For the word "down", state how many lines of the data include it. Respond with the number only.

### Collected data entries

*** Begin section ***

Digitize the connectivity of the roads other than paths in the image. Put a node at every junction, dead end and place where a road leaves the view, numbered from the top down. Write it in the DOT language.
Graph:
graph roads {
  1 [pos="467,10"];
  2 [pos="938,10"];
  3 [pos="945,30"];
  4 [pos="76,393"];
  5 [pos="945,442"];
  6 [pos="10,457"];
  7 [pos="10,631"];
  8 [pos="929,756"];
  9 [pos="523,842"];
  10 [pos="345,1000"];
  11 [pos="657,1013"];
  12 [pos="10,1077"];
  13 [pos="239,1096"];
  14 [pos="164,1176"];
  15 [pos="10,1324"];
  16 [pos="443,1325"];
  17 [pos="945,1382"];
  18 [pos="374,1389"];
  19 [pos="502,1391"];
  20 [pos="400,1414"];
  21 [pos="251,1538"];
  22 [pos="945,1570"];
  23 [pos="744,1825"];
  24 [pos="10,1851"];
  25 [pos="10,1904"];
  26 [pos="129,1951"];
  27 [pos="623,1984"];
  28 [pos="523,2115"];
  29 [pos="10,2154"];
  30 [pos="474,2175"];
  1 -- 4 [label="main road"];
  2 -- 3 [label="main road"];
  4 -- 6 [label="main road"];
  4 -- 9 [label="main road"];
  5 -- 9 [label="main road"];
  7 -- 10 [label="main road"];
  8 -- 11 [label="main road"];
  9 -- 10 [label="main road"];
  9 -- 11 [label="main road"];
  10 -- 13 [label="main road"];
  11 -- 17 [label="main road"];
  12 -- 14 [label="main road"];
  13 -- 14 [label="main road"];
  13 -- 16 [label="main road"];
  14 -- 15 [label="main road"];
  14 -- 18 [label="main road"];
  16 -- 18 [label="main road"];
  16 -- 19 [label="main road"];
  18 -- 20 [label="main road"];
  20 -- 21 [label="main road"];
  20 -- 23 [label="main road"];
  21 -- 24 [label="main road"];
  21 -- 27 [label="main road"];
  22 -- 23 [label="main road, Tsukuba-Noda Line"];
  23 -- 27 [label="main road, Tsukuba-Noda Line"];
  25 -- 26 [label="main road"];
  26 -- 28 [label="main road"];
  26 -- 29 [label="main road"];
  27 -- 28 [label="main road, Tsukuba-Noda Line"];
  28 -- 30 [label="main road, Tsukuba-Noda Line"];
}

*** End section ***
*** Begin section ***

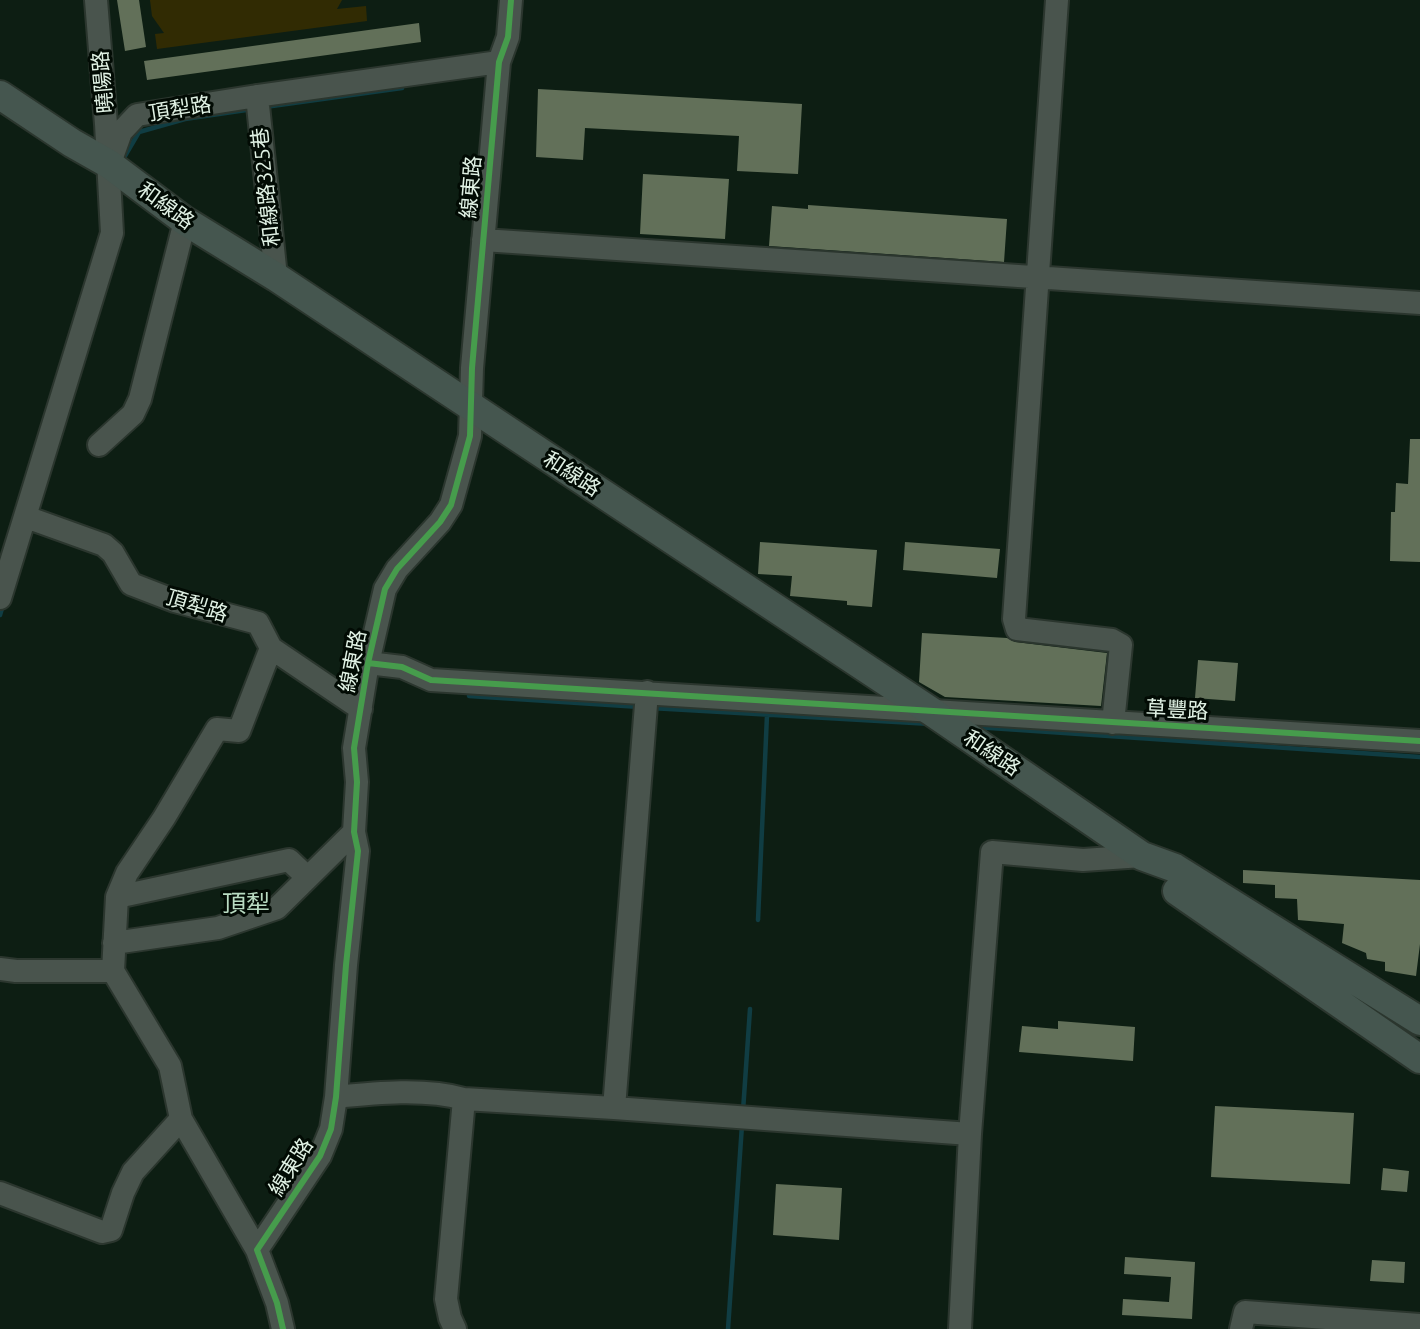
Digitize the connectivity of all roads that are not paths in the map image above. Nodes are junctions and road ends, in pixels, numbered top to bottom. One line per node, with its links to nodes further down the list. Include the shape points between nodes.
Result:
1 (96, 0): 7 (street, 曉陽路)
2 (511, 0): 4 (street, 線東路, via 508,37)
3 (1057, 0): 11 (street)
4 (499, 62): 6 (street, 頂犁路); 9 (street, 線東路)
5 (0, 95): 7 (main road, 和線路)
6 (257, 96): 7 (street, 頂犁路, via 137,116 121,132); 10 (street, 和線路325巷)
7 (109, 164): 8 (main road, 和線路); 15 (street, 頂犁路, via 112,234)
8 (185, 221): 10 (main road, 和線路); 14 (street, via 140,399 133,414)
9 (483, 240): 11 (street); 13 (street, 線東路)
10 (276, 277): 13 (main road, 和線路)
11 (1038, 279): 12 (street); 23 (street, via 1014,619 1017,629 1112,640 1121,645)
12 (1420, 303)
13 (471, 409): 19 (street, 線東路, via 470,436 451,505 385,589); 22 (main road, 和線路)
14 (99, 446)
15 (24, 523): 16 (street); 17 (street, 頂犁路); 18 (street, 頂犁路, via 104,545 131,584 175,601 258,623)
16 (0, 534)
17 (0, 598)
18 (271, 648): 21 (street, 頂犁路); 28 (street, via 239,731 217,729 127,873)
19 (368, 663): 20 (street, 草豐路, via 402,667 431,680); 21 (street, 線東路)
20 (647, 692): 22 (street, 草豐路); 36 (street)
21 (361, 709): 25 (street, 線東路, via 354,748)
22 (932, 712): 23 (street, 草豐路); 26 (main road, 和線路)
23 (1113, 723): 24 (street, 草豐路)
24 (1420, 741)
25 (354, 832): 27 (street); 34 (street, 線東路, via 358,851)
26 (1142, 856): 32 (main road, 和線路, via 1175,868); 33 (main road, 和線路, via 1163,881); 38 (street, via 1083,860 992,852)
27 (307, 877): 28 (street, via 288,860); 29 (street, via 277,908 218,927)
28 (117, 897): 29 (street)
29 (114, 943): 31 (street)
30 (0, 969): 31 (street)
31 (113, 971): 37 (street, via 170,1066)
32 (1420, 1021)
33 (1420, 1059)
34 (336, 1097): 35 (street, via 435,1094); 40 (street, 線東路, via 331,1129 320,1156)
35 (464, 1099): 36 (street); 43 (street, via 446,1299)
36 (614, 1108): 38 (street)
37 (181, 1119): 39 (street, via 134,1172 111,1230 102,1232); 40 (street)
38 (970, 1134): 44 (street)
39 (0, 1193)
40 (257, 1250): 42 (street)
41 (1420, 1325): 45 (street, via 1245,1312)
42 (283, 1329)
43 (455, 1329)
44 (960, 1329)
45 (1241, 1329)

*** End section ***

### SOLUTION TO THE PROBLEM
2